Memorial site to the Battle of Kosovo (1389)

Gazimestan (Газиместан, /sr/, Gazimestani) is the name of a memorial site and monument commemorating the Battle of Kosovo (1389), situated about 6–7 kilometres southeast of the actual battlefield, known as the Kosovo field. Gazimestan is accessible from the Pristina–Mitrovica highway, on a 50-metre-high hill above the plain, ca. 5 km northwest of Pristina. Every year, on Vidovdan (St. Vitus Day), 28 June, a commemoration is held by the monument, which in later years is also covered by an image of Prince Lazar, who led the Serbian army at the Battle of Kosovo.

== Name ==
Gazimestan derives from the Arabic word ghazi 'hero, holy warrior' and the Serbian word mesto 'place'.

==History==
Commemorations of the Battle of Kosovo at Gazimestan became more prominent and significant after the founding of the Kingdom of Serbs, Croats, and Slovenes in 1919. A memorial park was constructed there after 1924.

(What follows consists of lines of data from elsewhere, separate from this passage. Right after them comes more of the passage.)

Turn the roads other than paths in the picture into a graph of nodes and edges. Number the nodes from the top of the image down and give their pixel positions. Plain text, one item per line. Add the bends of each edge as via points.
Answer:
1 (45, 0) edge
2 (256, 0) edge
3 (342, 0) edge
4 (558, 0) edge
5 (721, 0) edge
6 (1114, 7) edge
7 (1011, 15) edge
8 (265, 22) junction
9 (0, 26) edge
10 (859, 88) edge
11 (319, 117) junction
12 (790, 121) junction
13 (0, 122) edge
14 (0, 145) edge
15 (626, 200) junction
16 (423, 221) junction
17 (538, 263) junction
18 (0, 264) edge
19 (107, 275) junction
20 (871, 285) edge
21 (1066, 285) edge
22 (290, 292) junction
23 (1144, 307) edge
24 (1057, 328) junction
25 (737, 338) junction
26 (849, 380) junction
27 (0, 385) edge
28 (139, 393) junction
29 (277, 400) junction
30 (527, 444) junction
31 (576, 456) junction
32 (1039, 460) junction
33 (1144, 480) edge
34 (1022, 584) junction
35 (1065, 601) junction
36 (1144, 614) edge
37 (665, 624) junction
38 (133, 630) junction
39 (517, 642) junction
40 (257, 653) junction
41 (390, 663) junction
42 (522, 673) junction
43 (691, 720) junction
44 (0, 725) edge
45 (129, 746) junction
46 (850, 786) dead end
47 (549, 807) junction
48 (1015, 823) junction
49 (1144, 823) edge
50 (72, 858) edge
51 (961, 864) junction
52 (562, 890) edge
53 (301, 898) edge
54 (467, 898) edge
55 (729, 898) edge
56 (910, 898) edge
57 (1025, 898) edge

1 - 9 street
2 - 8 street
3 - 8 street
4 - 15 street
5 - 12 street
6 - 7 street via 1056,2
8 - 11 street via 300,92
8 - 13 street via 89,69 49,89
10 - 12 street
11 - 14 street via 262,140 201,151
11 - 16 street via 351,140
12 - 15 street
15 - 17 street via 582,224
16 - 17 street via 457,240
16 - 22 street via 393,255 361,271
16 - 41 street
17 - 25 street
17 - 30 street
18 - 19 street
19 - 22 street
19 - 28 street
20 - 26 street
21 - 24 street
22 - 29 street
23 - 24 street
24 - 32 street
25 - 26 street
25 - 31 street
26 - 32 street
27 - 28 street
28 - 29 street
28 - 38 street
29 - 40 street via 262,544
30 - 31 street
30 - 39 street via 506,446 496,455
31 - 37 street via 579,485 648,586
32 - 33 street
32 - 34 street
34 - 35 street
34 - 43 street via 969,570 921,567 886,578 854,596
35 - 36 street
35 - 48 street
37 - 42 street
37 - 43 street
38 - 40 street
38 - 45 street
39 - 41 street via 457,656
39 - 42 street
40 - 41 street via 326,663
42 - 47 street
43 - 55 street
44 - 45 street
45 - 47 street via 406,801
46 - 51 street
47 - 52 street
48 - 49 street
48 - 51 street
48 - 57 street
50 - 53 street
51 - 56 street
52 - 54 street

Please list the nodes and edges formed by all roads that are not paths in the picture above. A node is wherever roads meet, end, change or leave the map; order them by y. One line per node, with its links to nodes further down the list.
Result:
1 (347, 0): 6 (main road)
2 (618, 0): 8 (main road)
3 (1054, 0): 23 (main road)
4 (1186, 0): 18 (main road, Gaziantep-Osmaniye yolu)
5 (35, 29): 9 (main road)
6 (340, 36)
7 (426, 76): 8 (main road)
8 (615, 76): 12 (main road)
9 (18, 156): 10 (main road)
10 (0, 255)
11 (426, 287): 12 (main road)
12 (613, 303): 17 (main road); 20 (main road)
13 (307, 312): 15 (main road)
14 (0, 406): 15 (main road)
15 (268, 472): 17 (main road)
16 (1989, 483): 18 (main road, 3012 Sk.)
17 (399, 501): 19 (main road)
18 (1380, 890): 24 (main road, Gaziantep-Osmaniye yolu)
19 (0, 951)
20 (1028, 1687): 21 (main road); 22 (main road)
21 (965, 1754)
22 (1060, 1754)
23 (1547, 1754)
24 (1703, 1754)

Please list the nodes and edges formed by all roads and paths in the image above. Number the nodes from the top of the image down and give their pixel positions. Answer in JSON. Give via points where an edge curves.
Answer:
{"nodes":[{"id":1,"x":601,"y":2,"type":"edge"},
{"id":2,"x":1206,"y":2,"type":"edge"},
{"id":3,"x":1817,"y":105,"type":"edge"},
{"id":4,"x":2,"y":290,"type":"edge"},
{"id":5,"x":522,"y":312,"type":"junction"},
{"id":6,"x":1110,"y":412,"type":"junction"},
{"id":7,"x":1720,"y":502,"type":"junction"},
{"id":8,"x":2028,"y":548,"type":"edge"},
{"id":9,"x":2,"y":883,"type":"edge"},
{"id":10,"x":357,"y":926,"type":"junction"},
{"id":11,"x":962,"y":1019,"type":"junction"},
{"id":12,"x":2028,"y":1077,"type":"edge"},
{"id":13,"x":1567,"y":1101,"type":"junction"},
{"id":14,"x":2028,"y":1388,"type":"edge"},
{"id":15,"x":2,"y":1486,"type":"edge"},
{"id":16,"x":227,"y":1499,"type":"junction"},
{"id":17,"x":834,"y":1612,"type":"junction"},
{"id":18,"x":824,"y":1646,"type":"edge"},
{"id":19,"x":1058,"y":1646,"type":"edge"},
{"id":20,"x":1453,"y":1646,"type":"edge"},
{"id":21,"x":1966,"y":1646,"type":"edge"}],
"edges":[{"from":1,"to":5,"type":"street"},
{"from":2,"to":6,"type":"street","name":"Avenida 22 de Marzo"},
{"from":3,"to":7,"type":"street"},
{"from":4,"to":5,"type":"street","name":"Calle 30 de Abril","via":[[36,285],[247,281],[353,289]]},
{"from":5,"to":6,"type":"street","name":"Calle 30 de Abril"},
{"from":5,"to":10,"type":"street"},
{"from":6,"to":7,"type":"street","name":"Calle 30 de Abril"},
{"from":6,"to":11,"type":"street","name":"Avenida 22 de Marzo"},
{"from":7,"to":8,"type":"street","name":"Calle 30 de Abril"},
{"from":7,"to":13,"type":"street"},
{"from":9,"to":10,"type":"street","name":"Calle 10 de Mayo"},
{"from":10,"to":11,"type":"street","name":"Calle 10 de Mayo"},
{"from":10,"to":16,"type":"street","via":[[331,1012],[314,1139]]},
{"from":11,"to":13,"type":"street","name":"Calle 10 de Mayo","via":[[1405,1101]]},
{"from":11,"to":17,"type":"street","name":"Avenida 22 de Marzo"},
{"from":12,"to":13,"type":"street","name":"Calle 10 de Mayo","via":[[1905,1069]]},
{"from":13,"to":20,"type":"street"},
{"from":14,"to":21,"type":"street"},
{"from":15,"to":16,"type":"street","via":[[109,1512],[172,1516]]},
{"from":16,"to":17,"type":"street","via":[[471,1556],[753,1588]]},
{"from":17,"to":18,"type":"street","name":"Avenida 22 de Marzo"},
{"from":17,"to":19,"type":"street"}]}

In 1989, on the 600th anniversary of the Battle of Kosovo, Serbian president Slobodan Milošević gave the famous and controversial speech Gazimestan speech, which has been called the starting point of the disintegration of Yugoslavia.

In 1997 the site was declared a cultural heritage of Serbia. Large numbers of Serbs gather at the monument to commemorate Vidovdan. Violent protests by the Kosovo Albanian community have sometimes occurred during these gatherings.

==Monument==
The Gazimestan monument was designed by Aleksandar Deroko and built in 1953 on the order of the Serbian communist government. The monument connected the "fighting tradition" of the Serbian people with the modern-day victory of the communist revolution. It is designed in the form of a medieval tower. The inside bears inscriptions with excerpts from folk poetry about the Battle of Kosovo. Its design prompted a debate on architectural style: modernist critics, represented by the writer Živorad Stojković, saw it as incompatible with the times and reminiscent of the architectural style favored under the Kingdom of Yugoslavia. Later, the Kosovo curse, which was recorded by the 19th-century folklorist Vuk Karadžić and which curses any Serb who does not fight at Kosovo, was also included in Cyrillic letters on the monument. Nowadays, the monument is under constant guard by police and is surrounded by a high fence. It has been claimed that the monument was deliberately targeted for bombing and damaged during the NATO bombing of Yugoslavia; however, an investigation by academics András Riedlmayer and Andrew Herscher published in 2001 found that any damage observed "was not consistent with anything that could have been caused by an aerial attack." The staircase inside of the monument was reportedly damaged by an explosive after the Kosovo War.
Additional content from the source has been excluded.